Président d'honneur de l'AILF (Association des informaticiens de langue française)


Technologies de l'information et technologies de la formation : vers une normalisation de la médiation pédagogique


Résumé : la formation, elle aussi, va subir de plein fouet l'impact des technologies de l'information et de la communication. Après avoir évoqué quelques-unes des mutations envisageables dans ce secteur, nous préciserons pourquoi un processus de normalisation de la médiation pédagogique est en cours. Nous indiquerons les acteurs et les enjeux de ce processus de normalisation en appelant les membres de la francophonie à la vigilance et à l'action pour que cette introduction des technologies de l'information et de la communication ne se fasse pas au détriment de notre langue et de nos cultures.
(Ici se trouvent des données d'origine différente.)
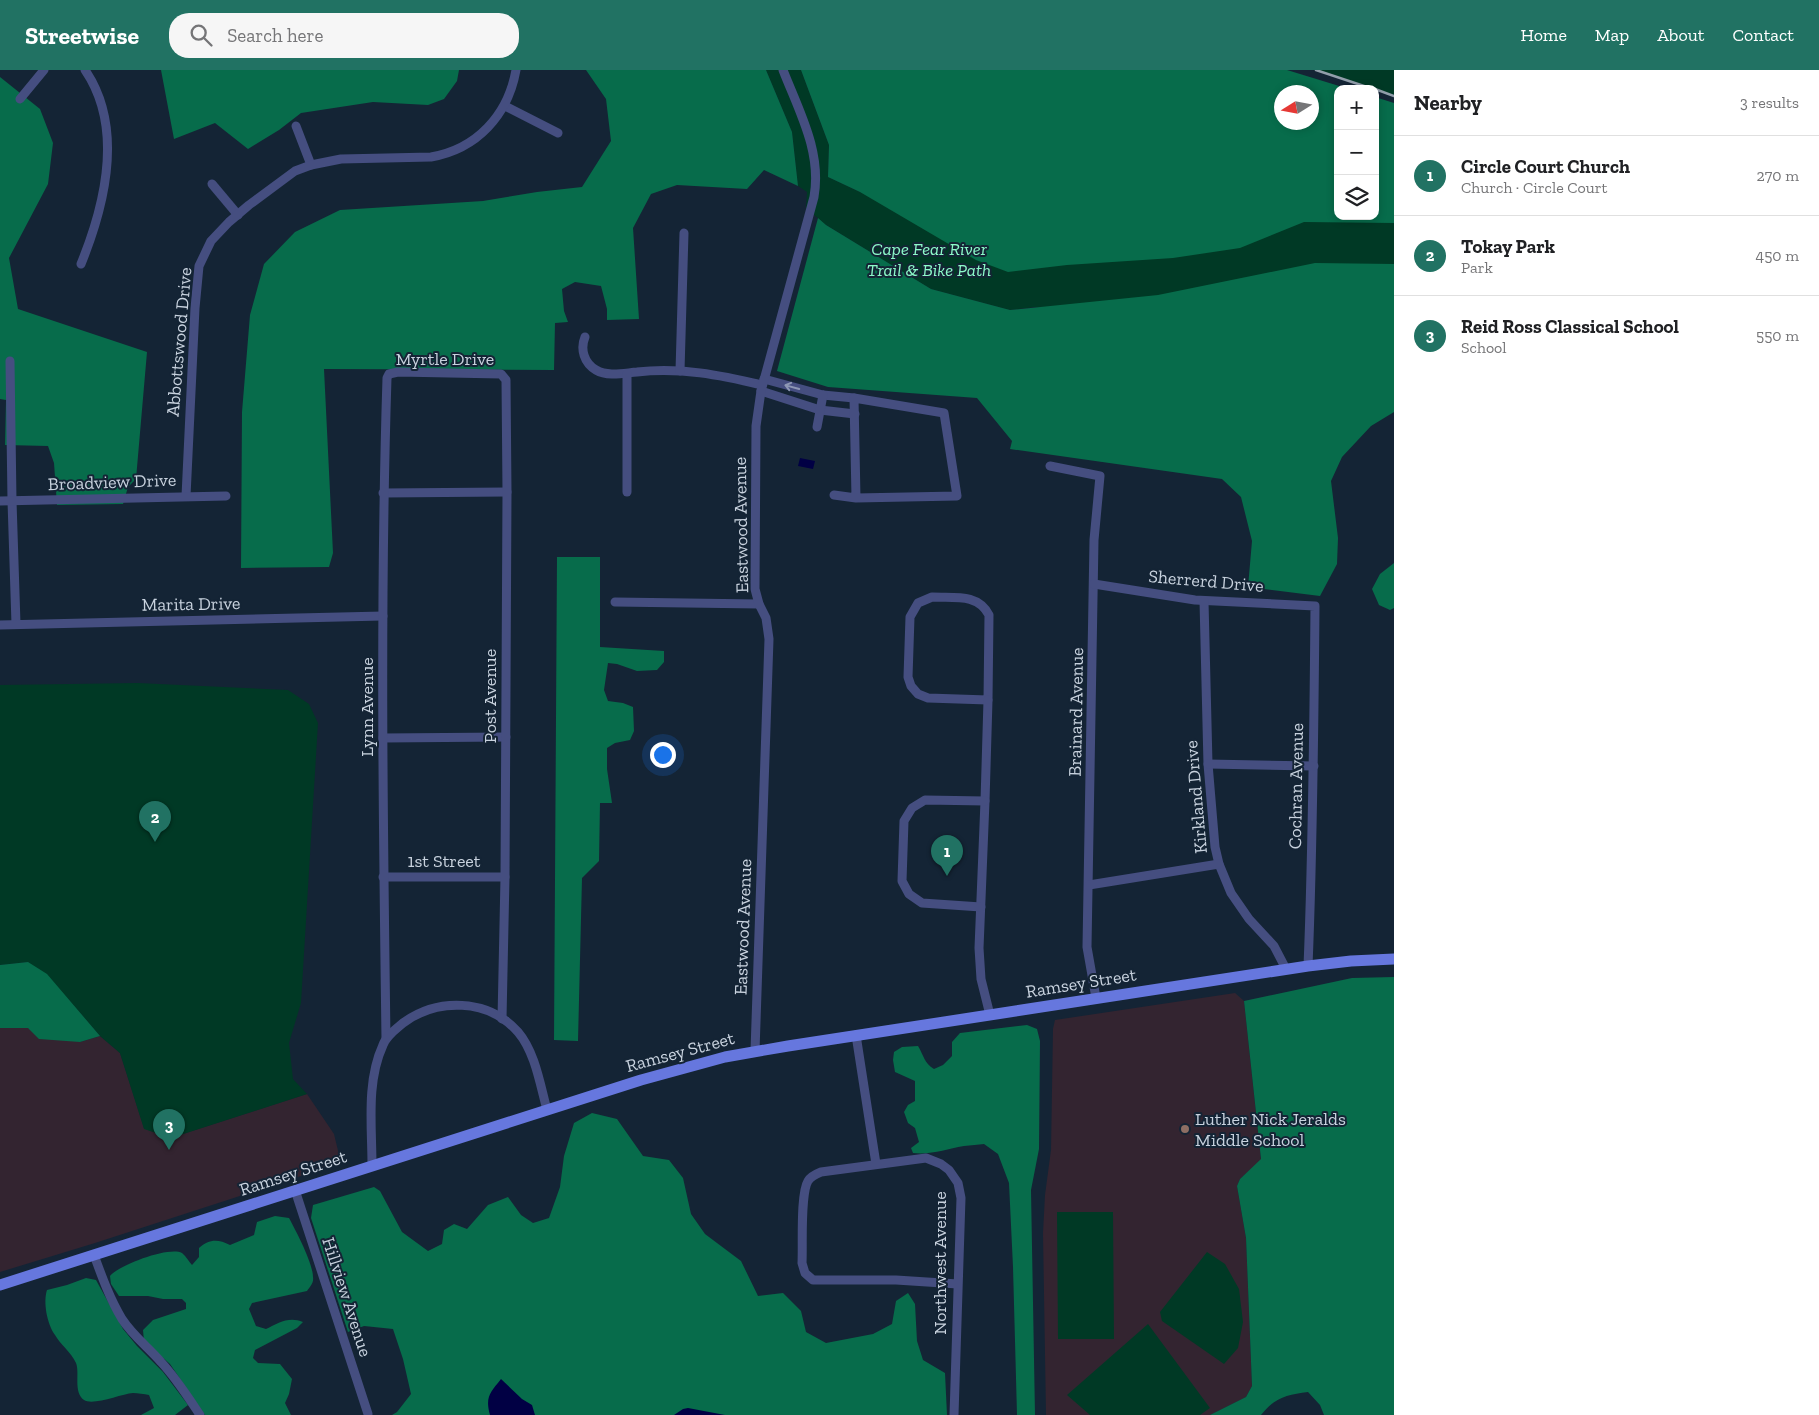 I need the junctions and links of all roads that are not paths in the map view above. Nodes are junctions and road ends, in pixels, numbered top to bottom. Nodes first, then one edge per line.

I) Les enjeux des TIC dans la formation

Il aurait été bien étonnant que les technologies de l'information et de la communication (les TIC) ne soient pas appliquées à la formation. Pourtant, et malgré les annonces médiatiques, force est de constater que leur présence est encore discrète. Nous pensons néanmoins que leur large diffusion dans les applications de formation est un enjeu important qui va modifier de façon profonde les relations enseignant-enseigné tout comme la pédagogie de l'apprentissage. Voyons donc à quels besoins répond cette diffusion des TIC et les espoirs que l'on met en elles:

a) un accroissement des possibilités d'accès à la formation

Trop nombreux sont encore ceux qui n'ont pas accès à la formation, en tout cas à la formation qu'ils désireraient suivre. Manque d'enseignants qualifiés, manque de locaux, manque de supports pédagogiques, ... toutes choses qui ne vont que s'amplifier au cours du temps. La formation initiale va, espérons-le, concerner de plus en plus de personnes, mais, au-delà de cette formation initiale , la formation tout au long de la vie devrait devenir une réalité tangible dans les prochaines années. Cette formation continuée, indispensable aux évolutions personnelles ou aux reconversions professionnelles, a des caractéristiques très particulières, et c'est à elle que nous penserons d'abord dans la suite de cette communication.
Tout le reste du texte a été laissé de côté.